[Saved data entries]

*-*-*

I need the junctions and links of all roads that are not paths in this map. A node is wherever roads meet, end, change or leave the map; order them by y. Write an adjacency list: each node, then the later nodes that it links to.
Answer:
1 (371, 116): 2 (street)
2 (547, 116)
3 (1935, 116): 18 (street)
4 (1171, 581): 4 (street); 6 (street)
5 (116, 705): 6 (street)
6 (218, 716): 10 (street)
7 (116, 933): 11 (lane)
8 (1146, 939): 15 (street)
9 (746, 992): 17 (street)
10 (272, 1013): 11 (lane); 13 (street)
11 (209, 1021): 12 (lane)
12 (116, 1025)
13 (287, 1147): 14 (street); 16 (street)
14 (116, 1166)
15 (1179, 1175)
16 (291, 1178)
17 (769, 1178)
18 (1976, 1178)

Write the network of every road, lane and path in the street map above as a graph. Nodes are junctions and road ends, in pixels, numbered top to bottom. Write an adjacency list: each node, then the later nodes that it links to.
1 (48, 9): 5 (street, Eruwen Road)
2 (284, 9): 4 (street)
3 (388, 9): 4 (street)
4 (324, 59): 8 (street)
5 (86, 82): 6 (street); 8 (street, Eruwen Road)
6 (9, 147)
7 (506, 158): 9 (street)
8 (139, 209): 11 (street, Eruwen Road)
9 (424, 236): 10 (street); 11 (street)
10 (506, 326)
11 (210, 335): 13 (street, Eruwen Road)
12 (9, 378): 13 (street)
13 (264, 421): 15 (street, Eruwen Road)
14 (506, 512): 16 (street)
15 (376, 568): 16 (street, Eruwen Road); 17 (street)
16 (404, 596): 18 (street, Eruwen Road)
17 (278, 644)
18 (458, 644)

*-*-*

- **Your task**: An exact copy of all the records is what is needed here.

- **Task answer**:
I need the junctions and links of all roads that are not paths in this map. A node is wherever roads meet, end, change or leave the map; order them by y. Write an adjacency list: each node, then the later nodes that it links to.
Answer:
1 (371, 116): 2 (street)
2 (547, 116)
3 (1935, 116): 18 (street)
4 (1171, 581): 4 (street); 6 (street)
5 (116, 705): 6 (street)
6 (218, 716): 10 (street)
7 (116, 933): 11 (lane)
8 (1146, 939): 15 (street)
9 (746, 992): 17 (street)
10 (272, 1013): 11 (lane); 13 (street)
11 (209, 1021): 12 (lane)
12 (116, 1025)
13 (287, 1147): 14 (street); 16 (street)
14 (116, 1166)
15 (1179, 1175)
16 (291, 1178)
17 (769, 1178)
18 (1976, 1178)

Write the network of every road, lane and path in the street map above as a graph. Nodes are junctions and road ends, in pixels, numbered top to bottom. Write an adjacency list: each node, then the later nodes that it links to.
1 (48, 9): 5 (street, Eruwen Road)
2 (284, 9): 4 (street)
3 (388, 9): 4 (street)
4 (324, 59): 8 (street)
5 (86, 82): 6 (street); 8 (street, Eruwen Road)
6 (9, 147)
7 (506, 158): 9 (street)
8 (139, 209): 11 (street, Eruwen Road)
9 (424, 236): 10 (street); 11 (street)
10 (506, 326)
11 (210, 335): 13 (street, Eruwen Road)
12 (9, 378): 13 (street)
13 (264, 421): 15 (street, Eruwen Road)
14 (506, 512): 16 (street)
15 (376, 568): 16 (street, Eruwen Road); 17 (street)
16 (404, 596): 18 (street, Eruwen Road)
17 (278, 644)
18 (458, 644)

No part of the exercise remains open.